Created on: February 28, 2008

How a woman chooses to birth her child is a personal choice. Every woman sits through her pregnancy and dreams of how it will go. There are hopes and expectations of the delivery process. Often, we do not expect the realities that occur. This was my case.

I was determined to delivery naturally with my first daughter. I expected the pain, I was ready to deal with it, and my husband and I both agreed we didn't want anyone playing with my spine for any reason. The week before my daughter arrived I ended up at the hospital in pre-term labor. The pain was excruciating. I couldn't lay on the table comfortably and I kept raising up with the pain. I would hold my breath during each sharp, clenching pain in my back. They checked me, determined I was dilating, but were concerned because I was not at 37 weeks, which in the medical world is considered "term," even if it isn't 40 weeks. So, they gave me a shot of morphine and phenagren to stop the labor and ease the pain. Needless to say, the medication didn't even touch the pain. I was up the rest of the night. At some point, I finally started crying. My sister was insistent on calling my doctor. I told her no, that I didn't want to bother them.

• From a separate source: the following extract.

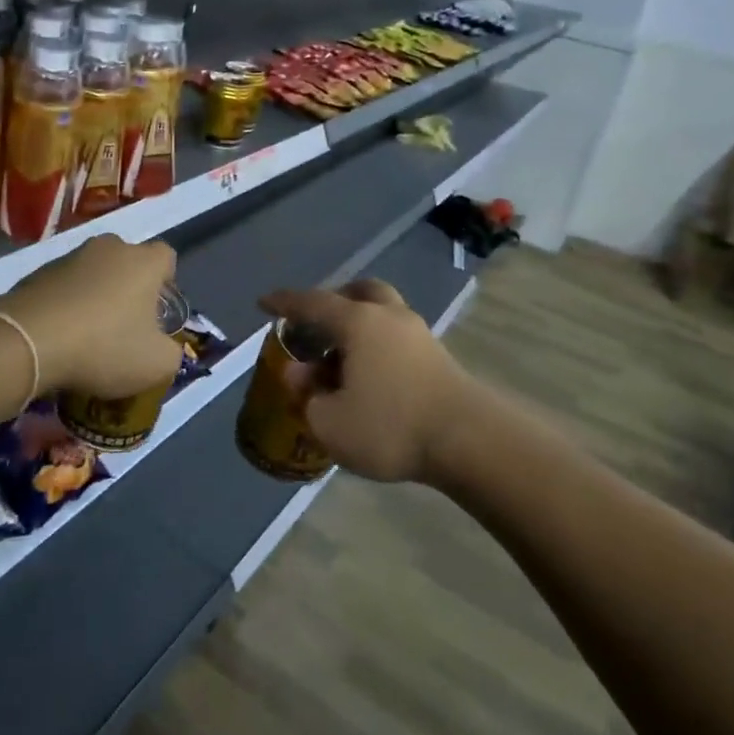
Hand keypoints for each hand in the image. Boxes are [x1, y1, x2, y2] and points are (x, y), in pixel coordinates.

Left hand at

I dealt with the pain for the next five days. I went in for my next check-up. The doctor said I was only half a centimeter dilated from the week before. I walked out of the office so discouraged. All that pain and misery and practically NOTHING to show for it. The only plus was that my membranes were bulging which was indicative of the water breaking soon. I went home and dealt with the pain in my lower back, as it started increasing in severity, and refused to call the doctor. I was certain they would tell me nothing was wrong and send me home again. Not wanting that experience twice, I just walked, took a warm bath, tried various positions to ease the pain. I couldn't sleep. Everytime I tried to, I couldn't get comfortable. At around 2:00 a.m. I felt this vise-like gripping pain on my spine. It felt as my spine was being twisted. I wrenched back and almost screamed. I woke my husband and said, "We have to go to the hospital now! Something is wrong!" He woke his cousin, who had spent the night at our house, and we piled into our Ford Explorer and my husband sped to the hospital.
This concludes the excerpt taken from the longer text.